● **DIRECTIONS**:
Give back all of the records underneath exactly, with no omissions.

● **RECORD EXTRACTS**:
_ _ _

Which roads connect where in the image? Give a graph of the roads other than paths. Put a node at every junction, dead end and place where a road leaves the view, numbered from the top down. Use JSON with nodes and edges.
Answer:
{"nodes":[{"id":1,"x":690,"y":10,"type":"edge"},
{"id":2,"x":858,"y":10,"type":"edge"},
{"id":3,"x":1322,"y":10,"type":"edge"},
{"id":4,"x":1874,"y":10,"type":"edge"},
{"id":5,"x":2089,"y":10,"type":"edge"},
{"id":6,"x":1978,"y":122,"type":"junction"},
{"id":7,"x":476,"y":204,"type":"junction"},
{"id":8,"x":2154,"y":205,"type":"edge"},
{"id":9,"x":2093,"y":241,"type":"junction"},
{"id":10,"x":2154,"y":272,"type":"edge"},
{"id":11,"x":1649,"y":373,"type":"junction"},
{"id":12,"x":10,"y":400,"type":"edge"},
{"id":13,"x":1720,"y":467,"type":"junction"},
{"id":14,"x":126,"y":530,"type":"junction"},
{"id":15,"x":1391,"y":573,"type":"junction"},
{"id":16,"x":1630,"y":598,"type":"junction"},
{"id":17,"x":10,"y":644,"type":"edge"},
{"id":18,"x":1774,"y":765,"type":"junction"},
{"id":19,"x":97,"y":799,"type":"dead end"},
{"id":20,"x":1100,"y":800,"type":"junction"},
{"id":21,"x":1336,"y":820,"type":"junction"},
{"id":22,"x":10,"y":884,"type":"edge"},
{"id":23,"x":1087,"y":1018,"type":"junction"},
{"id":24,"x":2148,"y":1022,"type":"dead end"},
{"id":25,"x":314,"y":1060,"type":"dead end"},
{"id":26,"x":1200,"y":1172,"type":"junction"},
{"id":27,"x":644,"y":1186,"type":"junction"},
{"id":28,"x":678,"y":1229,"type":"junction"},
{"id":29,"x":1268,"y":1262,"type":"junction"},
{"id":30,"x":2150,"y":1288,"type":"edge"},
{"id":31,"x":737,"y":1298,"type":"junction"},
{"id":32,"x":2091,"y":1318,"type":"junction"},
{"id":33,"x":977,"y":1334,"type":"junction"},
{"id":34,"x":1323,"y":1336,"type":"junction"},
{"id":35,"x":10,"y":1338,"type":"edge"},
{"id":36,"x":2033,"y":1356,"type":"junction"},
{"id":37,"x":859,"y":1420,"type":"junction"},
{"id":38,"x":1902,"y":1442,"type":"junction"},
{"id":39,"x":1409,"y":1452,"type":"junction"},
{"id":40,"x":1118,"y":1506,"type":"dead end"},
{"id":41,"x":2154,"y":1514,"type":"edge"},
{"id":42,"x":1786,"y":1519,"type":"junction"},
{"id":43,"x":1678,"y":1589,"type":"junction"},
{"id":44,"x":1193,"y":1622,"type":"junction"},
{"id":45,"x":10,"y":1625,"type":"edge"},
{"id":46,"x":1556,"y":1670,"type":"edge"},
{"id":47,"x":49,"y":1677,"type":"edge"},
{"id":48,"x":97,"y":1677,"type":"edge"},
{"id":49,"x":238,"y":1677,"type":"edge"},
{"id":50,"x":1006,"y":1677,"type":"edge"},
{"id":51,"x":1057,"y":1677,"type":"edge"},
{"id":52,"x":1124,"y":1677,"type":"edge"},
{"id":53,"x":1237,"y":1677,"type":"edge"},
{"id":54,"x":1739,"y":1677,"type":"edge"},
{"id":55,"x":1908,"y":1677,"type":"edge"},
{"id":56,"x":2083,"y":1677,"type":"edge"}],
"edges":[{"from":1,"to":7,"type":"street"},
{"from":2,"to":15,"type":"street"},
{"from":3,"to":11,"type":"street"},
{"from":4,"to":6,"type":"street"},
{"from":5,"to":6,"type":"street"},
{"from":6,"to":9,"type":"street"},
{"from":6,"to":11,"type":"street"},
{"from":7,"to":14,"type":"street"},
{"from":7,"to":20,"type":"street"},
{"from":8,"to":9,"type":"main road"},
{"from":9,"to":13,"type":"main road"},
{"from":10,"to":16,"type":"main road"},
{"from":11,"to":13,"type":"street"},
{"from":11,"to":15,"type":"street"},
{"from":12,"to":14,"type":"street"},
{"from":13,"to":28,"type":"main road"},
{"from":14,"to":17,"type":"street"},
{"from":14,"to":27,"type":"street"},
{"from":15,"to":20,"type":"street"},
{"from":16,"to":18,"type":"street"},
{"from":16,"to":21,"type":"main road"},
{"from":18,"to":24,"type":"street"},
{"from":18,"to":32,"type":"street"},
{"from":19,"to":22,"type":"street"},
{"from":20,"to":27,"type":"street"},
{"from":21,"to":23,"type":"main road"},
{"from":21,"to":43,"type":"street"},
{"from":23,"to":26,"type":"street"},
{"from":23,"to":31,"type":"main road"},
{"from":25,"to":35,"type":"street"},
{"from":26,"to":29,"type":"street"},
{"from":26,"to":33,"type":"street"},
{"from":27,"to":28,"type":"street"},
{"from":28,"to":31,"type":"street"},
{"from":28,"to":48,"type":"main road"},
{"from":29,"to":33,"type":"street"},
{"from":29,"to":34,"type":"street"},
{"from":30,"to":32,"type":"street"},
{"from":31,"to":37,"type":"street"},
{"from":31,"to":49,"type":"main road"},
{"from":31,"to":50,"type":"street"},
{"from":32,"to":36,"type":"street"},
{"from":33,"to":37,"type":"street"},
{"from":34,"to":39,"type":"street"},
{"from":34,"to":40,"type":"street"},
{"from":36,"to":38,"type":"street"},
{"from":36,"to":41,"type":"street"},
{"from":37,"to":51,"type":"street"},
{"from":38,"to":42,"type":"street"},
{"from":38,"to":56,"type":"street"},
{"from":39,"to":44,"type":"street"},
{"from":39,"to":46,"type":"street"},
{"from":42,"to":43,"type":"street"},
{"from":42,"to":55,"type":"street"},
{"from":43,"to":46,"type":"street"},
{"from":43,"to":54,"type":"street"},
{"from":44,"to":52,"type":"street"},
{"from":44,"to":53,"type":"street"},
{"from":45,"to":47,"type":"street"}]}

_ _ _

● **YOUR RESPONSE**:
Which roads connect where in the image? Give a graph of the roads other than paths. Put a node at every junction, dead end and place where a road leaves the view, numbered from the top down. Use JSON with nodes and edges.
Answer:
{"nodes":[{"id":1,"x":690,"y":10,"type":"edge"},
{"id":2,"x":858,"y":10,"type":"edge"},
{"id":3,"x":1322,"y":10,"type":"edge"},
{"id":4,"x":1874,"y":10,"type":"edge"},
{"id":5,"x":2089,"y":10,"type":"edge"},
{"id":6,"x":1978,"y":122,"type":"junction"},
{"id":7,"x":476,"y":204,"type":"junction"},
{"id":8,"x":2154,"y":205,"type":"edge"},
{"id":9,"x":2093,"y":241,"type":"junction"},
{"id":10,"x":2154,"y":272,"type":"edge"},
{"id":11,"x":1649,"y":373,"type":"junction"},
{"id":12,"x":10,"y":400,"type":"edge"},
{"id":13,"x":1720,"y":467,"type":"junction"},
{"id":14,"x":126,"y":530,"type":"junction"},
{"id":15,"x":1391,"y":573,"type":"junction"},
{"id":16,"x":1630,"y":598,"type":"junction"},
{"id":17,"x":10,"y":644,"type":"edge"},
{"id":18,"x":1774,"y":765,"type":"junction"},
{"id":19,"x":97,"y":799,"type":"dead end"},
{"id":20,"x":1100,"y":800,"type":"junction"},
{"id":21,"x":1336,"y":820,"type":"junction"},
{"id":22,"x":10,"y":884,"type":"edge"},
{"id":23,"x":1087,"y":1018,"type":"junction"},
{"id":24,"x":2148,"y":1022,"type":"dead end"},
{"id":25,"x":314,"y":1060,"type":"dead end"},
{"id":26,"x":1200,"y":1172,"type":"junction"},
{"id":27,"x":644,"y":1186,"type":"junction"},
{"id":28,"x":678,"y":1229,"type":"junction"},
{"id":29,"x":1268,"y":1262,"type":"junction"},
{"id":30,"x":2150,"y":1288,"type":"edge"},
{"id":31,"x":737,"y":1298,"type":"junction"},
{"id":32,"x":2091,"y":1318,"type":"junction"},
{"id":33,"x":977,"y":1334,"type":"junction"},
{"id":34,"x":1323,"y":1336,"type":"junction"},
{"id":35,"x":10,"y":1338,"type":"edge"},
{"id":36,"x":2033,"y":1356,"type":"junction"},
{"id":37,"x":859,"y":1420,"type":"junction"},
{"id":38,"x":1902,"y":1442,"type":"junction"},
{"id":39,"x":1409,"y":1452,"type":"junction"},
{"id":40,"x":1118,"y":1506,"type":"dead end"},
{"id":41,"x":2154,"y":1514,"type":"edge"},
{"id":42,"x":1786,"y":1519,"type":"junction"},
{"id":43,"x":1678,"y":1589,"type":"junction"},
{"id":44,"x":1193,"y":1622,"type":"junction"},
{"id":45,"x":10,"y":1625,"type":"edge"},
{"id":46,"x":1556,"y":1670,"type":"edge"},
{"id":47,"x":49,"y":1677,"type":"edge"},
{"id":48,"x":97,"y":1677,"type":"edge"},
{"id":49,"x":238,"y":1677,"type":"edge"},
{"id":50,"x":1006,"y":1677,"type":"edge"},
{"id":51,"x":1057,"y":1677,"type":"edge"},
{"id":52,"x":1124,"y":1677,"type":"edge"},
{"id":53,"x":1237,"y":1677,"type":"edge"},
{"id":54,"x":1739,"y":1677,"type":"edge"},
{"id":55,"x":1908,"y":1677,"type":"edge"},
{"id":56,"x":2083,"y":1677,"type":"edge"}],
"edges":[{"from":1,"to":7,"type":"street"},
{"from":2,"to":15,"type":"street"},
{"from":3,"to":11,"type":"street"},
{"from":4,"to":6,"type":"street"},
{"from":5,"to":6,"type":"street"},
{"from":6,"to":9,"type":"street"},
{"from":6,"to":11,"type":"street"},
{"from":7,"to":14,"type":"street"},
{"from":7,"to":20,"type":"street"},
{"from":8,"to":9,"type":"main road"},
{"from":9,"to":13,"type":"main road"},
{"from":10,"to":16,"type":"main road"},
{"from":11,"to":13,"type":"street"},
{"from":11,"to":15,"type":"street"},
{"from":12,"to":14,"type":"street"},
{"from":13,"to":28,"type":"main road"},
{"from":14,"to":17,"type":"street"},
{"from":14,"to":27,"type":"street"},
{"from":15,"to":20,"type":"street"},
{"from":16,"to":18,"type":"street"},
{"from":16,"to":21,"type":"main road"},
{"from":18,"to":24,"type":"street"},
{"from":18,"to":32,"type":"street"},
{"from":19,"to":22,"type":"street"},
{"from":20,"to":27,"type":"street"},
{"from":21,"to":23,"type":"main road"},
{"from":21,"to":43,"type":"street"},
{"from":23,"to":26,"type":"street"},
{"from":23,"to":31,"type":"main road"},
{"from":25,"to":35,"type":"street"},
{"from":26,"to":29,"type":"street"},
{"from":26,"to":33,"type":"street"},
{"from":27,"to":28,"type":"street"},
{"from":28,"to":31,"type":"street"},
{"from":28,"to":48,"type":"main road"},
{"from":29,"to":33,"type":"street"},
{"from":29,"to":34,"type":"street"},
{"from":30,"to":32,"type":"street"},
{"from":31,"to":37,"type":"street"},
{"from":31,"to":49,"type":"main road"},
{"from":31,"to":50,"type":"street"},
{"from":32,"to":36,"type":"street"},
{"from":33,"to":37,"type":"street"},
{"from":34,"to":39,"type":"street"},
{"from":34,"to":40,"type":"street"},
{"from":36,"to":38,"type":"street"},
{"from":36,"to":41,"type":"street"},
{"from":37,"to":51,"type":"street"},
{"from":38,"to":42,"type":"street"},
{"from":38,"to":56,"type":"street"},
{"from":39,"to":44,"type":"street"},
{"from":39,"to":46,"type":"street"},
{"from":42,"to":43,"type":"street"},
{"from":42,"to":55,"type":"street"},
{"from":43,"to":46,"type":"street"},
{"from":43,"to":54,"type":"street"},
{"from":44,"to":52,"type":"street"},
{"from":44,"to":53,"type":"street"},
{"from":45,"to":47,"type":"street"}]}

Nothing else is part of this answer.